> **Listed entries**
┄┄┄┄┄┄

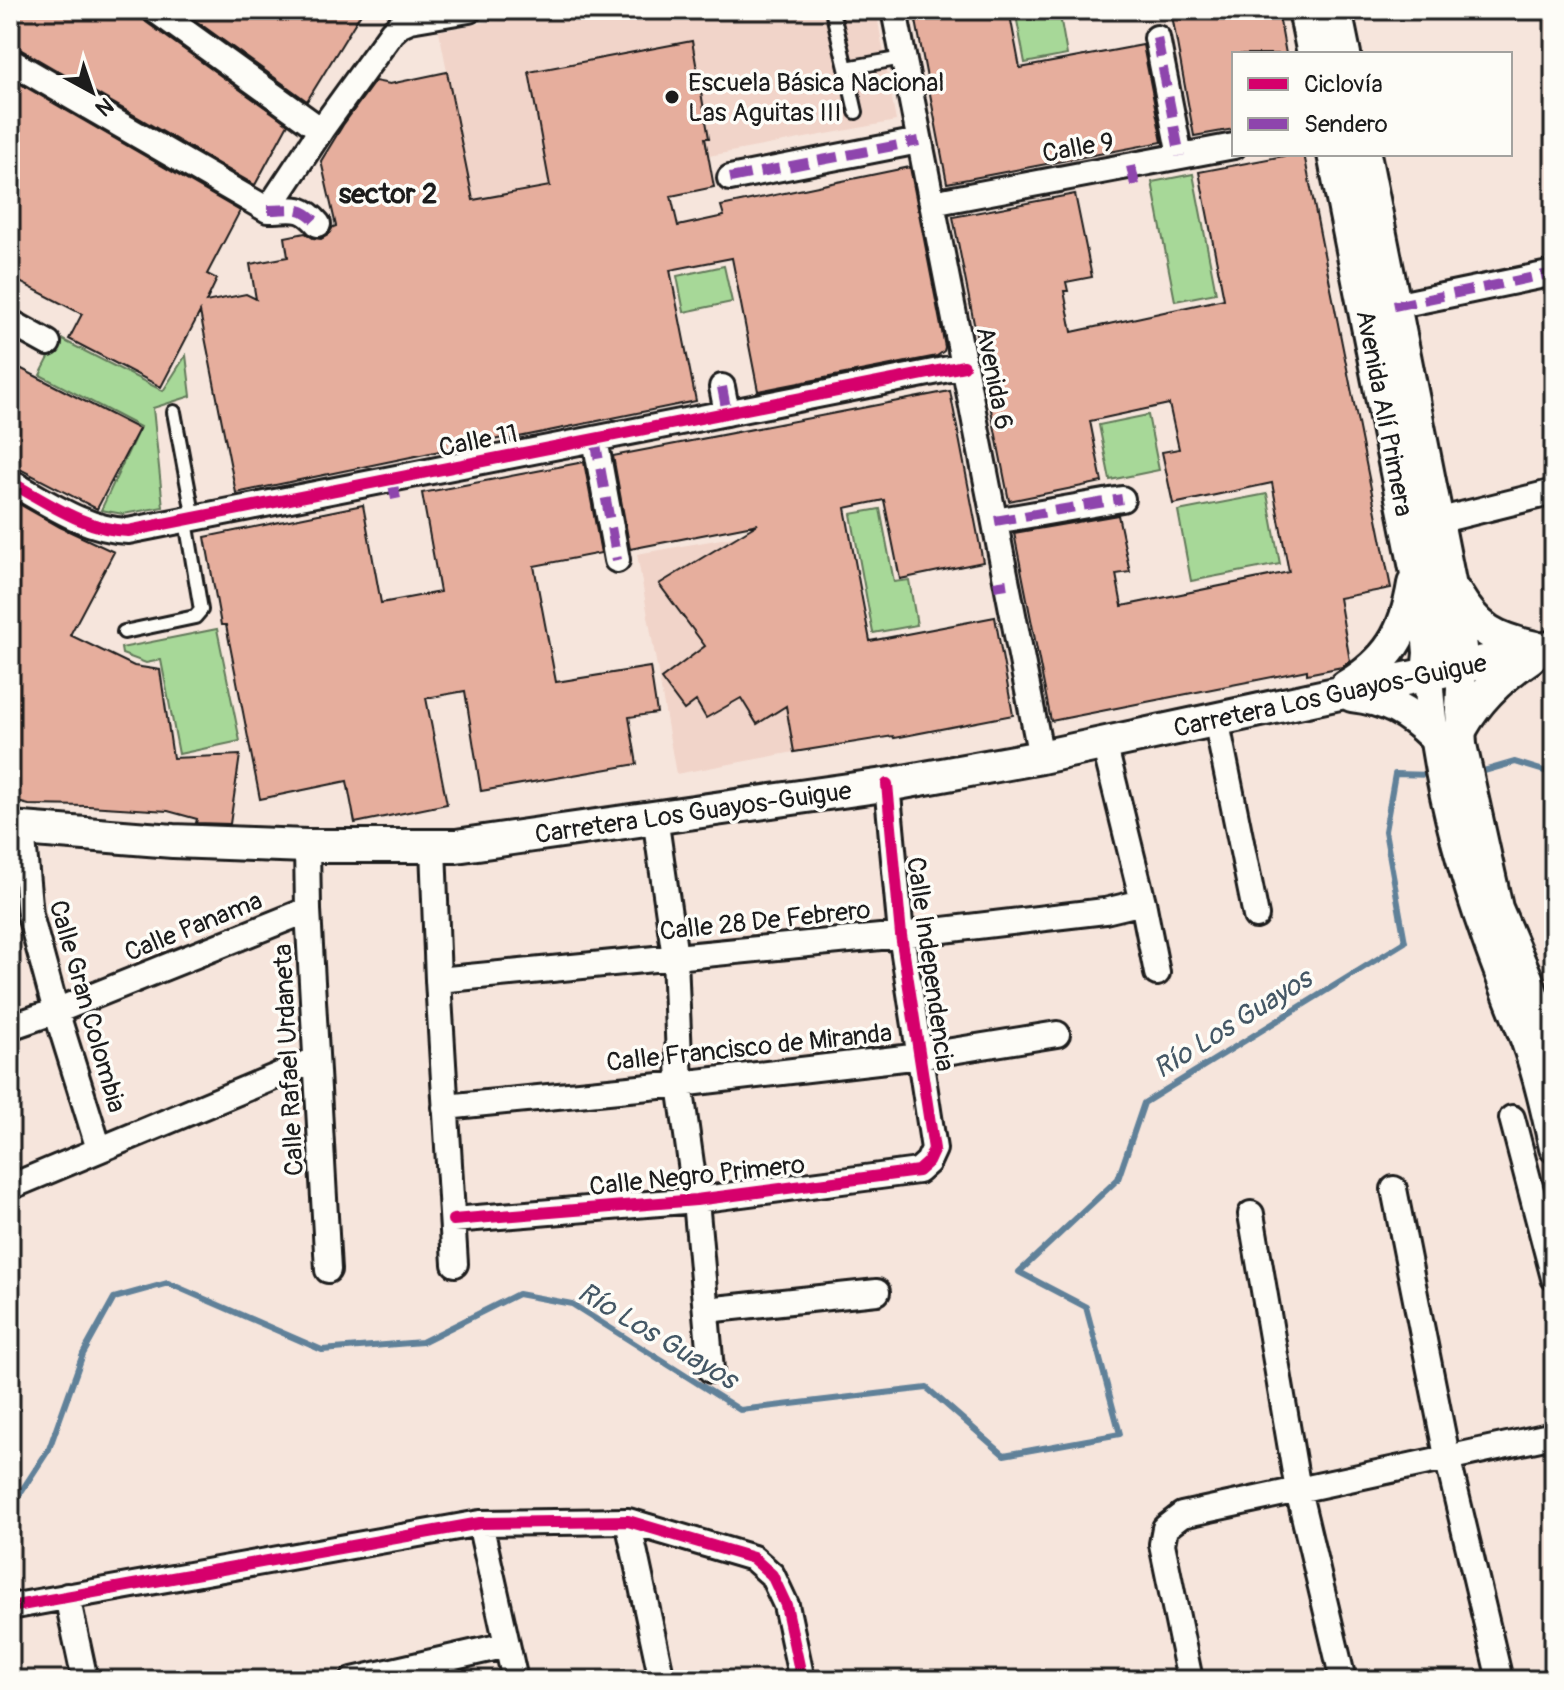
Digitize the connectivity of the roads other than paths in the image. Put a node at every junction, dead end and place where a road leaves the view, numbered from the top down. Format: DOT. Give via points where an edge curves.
graph roads {
  1 [pos="155,10"];
  2 [pos="469,10"];
  3 [pos="832,10"];
  4 [pos="894,10"];
  5 [pos="1305,10"];
  6 [pos="1335,10"];
  7 [pos="397,17"];
  8 [pos="1157,38"];
  9 [pos="1314,52"];
  10 [pos="1344,52"];
  11 [pos="903,58"];
  12 [pos="10,61"];
  13 [pos="846,68"];
  14 [pos="856,112"];
  15 [pos="321,130"];
  16 [pos="919,141"];
  17 [pos="1232,146"];
  18 [pos="1180,156"];
  19 [pos="1334,156"];
  20 [pos="1364,156"];
  21 [pos="730,178"];
  22 [pos="932,203"];
  23 [pos="268,210"];
  24 [pos="318,224"];
  25 [pos="1554,273"];
  26 [pos="1394,306"];
  27 [pos="10,322"];
  28 [pos="48,343"];
  29 [pos="964,366"];
  30 [pos="722,387"];
  31 [pos="174,412"];
  32 [pos="727,413"];
  33 [pos="595,439"];
  34 [pos="10,482"];
  35 [pos="1554,492"];
  36 [pos="1122,499"];
  37 [pos="190,520"];
  38 [pos="995,521"];
  39 [pos="1437,521"];
  40 [pos="617,560"];
  41 [pos="1415,565"];
  42 [pos="1448,577"];
  43 [pos="124,632"];
  44 [pos="1548,648"];
  45 [pos="1462,666"];
  46 [pos="1428,674"];
  47 [pos="1332,694"];
  48 [pos="1216,719"];
  49 [pos="1448,740"];
  50 [pos="1104,743"];
  51 [pos="1041,757"];
  52 [pos="887,784"];
  53 [pos="655,817"];
  54 [pos="16,829"];
  55 [pos="307,846"];
  56 [pos="433,847"];
  57 [pos="1472,852"];
  58 [pos="1143,902"];
  59 [pos="308,910"];
  60 [pos="1256,916"];
  61 [pos="901,935"];
  62 [pos="675,957"];
  63 [pos="1157,973"];
  64 [pos="438,980"];
  65 [pos="56,1011"];
  66 [pos="10,1027"];
  67 [pos="1057,1034"];
  68 [pos="921,1056"];
  69 [pos="1554,1057"];
  70 [pos="315,1060"];
  71 [pos="680,1084"];
  72 [pos="445,1107"];
  73 [pos="1512,1118"];
  74 [pos="1554,1148"];
  75 [pos="99,1149"];
  76 [pos="934,1149"];
  77 [pos="10,1187"];
  78 [pos="1394,1189"];
  79 [pos="696,1200"];
  80 [pos="1251,1214"];
  81 [pos="453,1220"];
  82 [pos="455,1264"];
  83 [pos="328,1270"];
  84 [pos="1554,1278"];
  85 [pos="877,1292"];
  86 [pos="706,1310"];
  87 [pos="711,1370"];
  88 [pos="1554,1435"];
  89 [pos="1447,1456"];
  90 [pos="1298,1490"];
  91 [pos="628,1521"];
  92 [pos="480,1523"];
  93 [pos="67,1596"];
  94 [pos="10,1607"];
  95 [pos="507,1645"];
  96 [pos="85,1680"];
  97 [pos="353,1680"];
  98 [pos="515,1680"];
  99 [pos="662,1680"];
  100 [pos="802,1680"];
  101 [pos="1190,1680"];
  102 [pos="1343,1680"];
  103 [pos="1500,1680"];
  1 -- 15 [label="street"];
  2 -- 7 [label="street" via="410,20"];
  3 -- 13 [label="lane"];
  4 -- 11 [label="street, Avenida 6"];
  5 -- 9 [label="main road"];
  6 -- 10 [label="main road"];
  7 -- 15 [label="street" via="392,32"];
  8 -- 18 [label="street"];
  11 -- 13 [label="lane"];
  11 -- 16 [label="street, Avenida 6"];
  12 -- 23 [label="street"];
  13 -- 14 [label="lane"];
  15 -- 23 [label="street"];
  16 -- 21 [label="street"];
  16 -- 22 [label="street, Avenida 6"];
  17 -- 18 [label="street, Calle 9"];
  18 -- 22 [label="street, Calle 9" via="1133,176"];
  19 -- 41 [label="main road, Avenida Alí Primera"];
  20 -- 26 [label="main road, Avenida Alí Primera"];
  22 -- 29 [label="street, Avenida 6"];
  23 -- 24 [label="street" via="302,210"];
  25 -- 26 [label="street"];
  26 -- 39 [label="main road, Avenida Alí Primera"];
  27 -- 28 [label="street"];
  29 -- 32 [label="street, Calle 11"];
  29 -- 38 [label="street, Avenida 6"];
  30 -- 32 [label="street"];
  31 -- 37 [label="lane"];
  32 -- 33 [label="street, Calle 11"];
  33 -- 37 [label="street, Calle 11" via="394,489"];
  33 -- 40 [label="street"];
  34 -- 37 [label="street, Calle 11" via="93,526 111,530"];
  35 -- 39 [label="street"];
  36 -- 38 [label="street"];
  37 -- 43 [label="lane" via="201,610 195,617"];
  38 -- 51 [label="street, Avenida 6" via="1001,585"];
  39 -- 42 [label="main road, Avenida Alí Primera"];
  41 -- 46 [label="main road, Avenida Alí Primera" via="1428,629"];
  41 -- 47 [label="main road" via="1411,602 1392,648 1375,667"];
  42 -- 44 [label="main road" via="1465,610 1483,628 1504,641"];
  42 -- 45 [label="main road, Avenida Alí Primera"];
  44 -- 45 [label="main road, Carretera Los Guayos-Guigue"];
  44 -- 49 [label="main road" via="1497,680"];
  45 -- 46 [label="main road, Carretera Los Guayos-Guigue"];
  45 -- 49 [label="street"];
  46 -- 47 [label="main road, Carretera Los Guayos-Guigue"];
  46 -- 49 [label="street"];
  47 -- 48 [label="main road, Carretera Los Guayos-Guigue"];
  47 -- 49 [label="main road" via="1395,705"];
  48 -- 50 [label="main road, Carretera Los Guayos-Guigue"];
  48 -- 60 [label="street"];
  49 -- 57 [label="street"];
  50 -- 51 [label="main road, Carretera Los Guayos-Guigue"];
  50 -- 58 [label="street"];
  51 -- 52 [label="main road, Carretera Los Guayos-Guigue"];
  52 -- 53 [label="main road, Carretera Los Guayos-Guigue"];
  52 -- 61 [label="street, Calle Independencia"];
  53 -- 56 [label="main road, Carretera Los Guayos-Guigue"];
  53 -- 62 [label="street"];
  54 -- 55 [label="main road, Carretera Los Guayos-Guigue"];
  54 -- 65 [label="street, Calle Gran Colombia" via="30,915"];
  55 -- 56 [label="main road, Carretera Los Guayos-Guigue"];
  55 -- 59 [label="street, Calle Rafael Urdaneta"];
  56 -- 64 [label="street"];
  57 -- 69 [label="street" via="1528,978"];
  57 -- 74 [label="street" via="1486,938 1527,1045"];
  58 -- 61 [label="street, Calle 28 De Febrero"];
  58 -- 63 [label="street"];
  59 -- 65 [label="street, Calle Panama"];
  59 -- 70 [label="street, Calle Rafael Urdaneta"];
  61 -- 62 [label="street, Calle 28 De Febrero"];
  61 -- 68 [label="street, Calle Independencia"];
  62 -- 64 [label="street, Calle 28 De Febrero"];
  62 -- 71 [label="street"];
  64 -- 72 [label="street"];
  65 -- 66 [label="street, Calle Panama"];
  65 -- 75 [label="street, Calle Gran Colombia"];
  67 -- 68 [label="street, Calle Francisco de Miranda"];
  68 -- 71 [label="street, Calle Francisco de Miranda"];
  68 -- 76 [label="street, Calle Independencia"];
  70 -- 75 [label="street"];
  70 -- 83 [label="street, Calle Rafael Urdaneta"];
  71 -- 72 [label="street, Calle Francisco de Miranda"];
  71 -- 79 [label="street"];
  72 -- 81 [label="street"];
  73 -- 84 [label="street"];
  75 -- 77 [label="street"];
  76 -- 79 [label="street, Calle Negro Primero" via="918,1171"];
  78 -- 89 [label="street"];
  79 -- 81 [label="street, Calle Negro Primero"];
  79 -- 86 [label="street"];
  80 -- 90 [label="street"];
  81 -- 82 [label="street"];
  85 -- 86 [label="street"];
  86 -- 87 [label="street"];
  88 -- 89 [label="street"];
  89 -- 90 [label="street"];
  89 -- 103 [label="street"];
  90 -- 101 [label="street" via="1182,1515 1165,1528 1162,1544"];
  90 -- 102 [label="street"];
  91 -- 92 [label="street"];
  91 -- 99 [label="street"];
  91 -- 100 [label="street" via="753,1558 772,1575 786,1605"];
  92 -- 93 [label="street"];
  92 -- 95 [label="street"];
  93 -- 94 [label="street"];
  93 -- 96 [label="street"];
  95 -- 97 [label="street"];
  95 -- 98 [label="street"];
}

┄┄┄┄┄┄

From the records above, pull every line that carries the word "Francisco".

> **Final answer**
  67 -- 68 [label="street, Calle Francisco de Miranda"];
  68 -- 71 [label="street, Calle Francisco de Miranda"];
  71 -- 72 [label="street, Calle Francisco de Miranda"];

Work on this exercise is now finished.